### Records drawn from a dataset
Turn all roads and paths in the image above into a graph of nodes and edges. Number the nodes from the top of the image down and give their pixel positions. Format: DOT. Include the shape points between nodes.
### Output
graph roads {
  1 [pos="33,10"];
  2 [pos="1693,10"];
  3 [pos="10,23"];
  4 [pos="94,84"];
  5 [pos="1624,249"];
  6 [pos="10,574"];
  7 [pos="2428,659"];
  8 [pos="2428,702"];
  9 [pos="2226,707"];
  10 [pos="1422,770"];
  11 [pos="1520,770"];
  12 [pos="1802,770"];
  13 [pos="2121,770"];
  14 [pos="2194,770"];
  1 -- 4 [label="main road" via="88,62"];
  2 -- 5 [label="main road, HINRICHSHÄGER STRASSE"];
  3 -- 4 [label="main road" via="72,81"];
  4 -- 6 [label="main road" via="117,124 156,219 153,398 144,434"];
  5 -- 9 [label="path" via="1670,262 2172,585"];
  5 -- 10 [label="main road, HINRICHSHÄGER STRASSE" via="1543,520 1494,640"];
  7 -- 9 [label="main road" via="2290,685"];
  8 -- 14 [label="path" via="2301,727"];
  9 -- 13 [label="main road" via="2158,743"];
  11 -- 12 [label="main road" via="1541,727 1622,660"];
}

### WHAT TO WORK ON
Copy each line of the data above without altering a single character.

### RESPONSE AREA
Turn all roads and paths in the image above into a graph of nodes and edges. Number the nodes from the top of the image down and give their pixel positions. Format: DOT. Include the shape points between nodes.
### Output
graph roads {
  1 [pos="33,10"];
  2 [pos="1693,10"];
  3 [pos="10,23"];
  4 [pos="94,84"];
  5 [pos="1624,249"];
  6 [pos="10,574"];
  7 [pos="2428,659"];
  8 [pos="2428,702"];
  9 [pos="2226,707"];
  10 [pos="1422,770"];
  11 [pos="1520,770"];
  12 [pos="1802,770"];
  13 [pos="2121,770"];
  14 [pos="2194,770"];
  1 -- 4 [label="main road" via="88,62"];
  2 -- 5 [label="main road, HINRICHSHÄGER STRASSE"];
  3 -- 4 [label="main road" via="72,81"];
  4 -- 6 [label="main road" via="117,124 156,219 153,398 144,434"];
  5 -- 9 [label="path" via="1670,262 2172,585"];
  5 -- 10 [label="main road, HINRICHSHÄGER STRASSE" via="1543,520 1494,640"];
  7 -- 9 [label="main road" via="2290,685"];
  8 -- 14 [label="path" via="2301,727"];
  9 -- 13 [label="main road" via="2158,743"];
  11 -- 12 [label="main road" via="1541,727 1622,660"];
}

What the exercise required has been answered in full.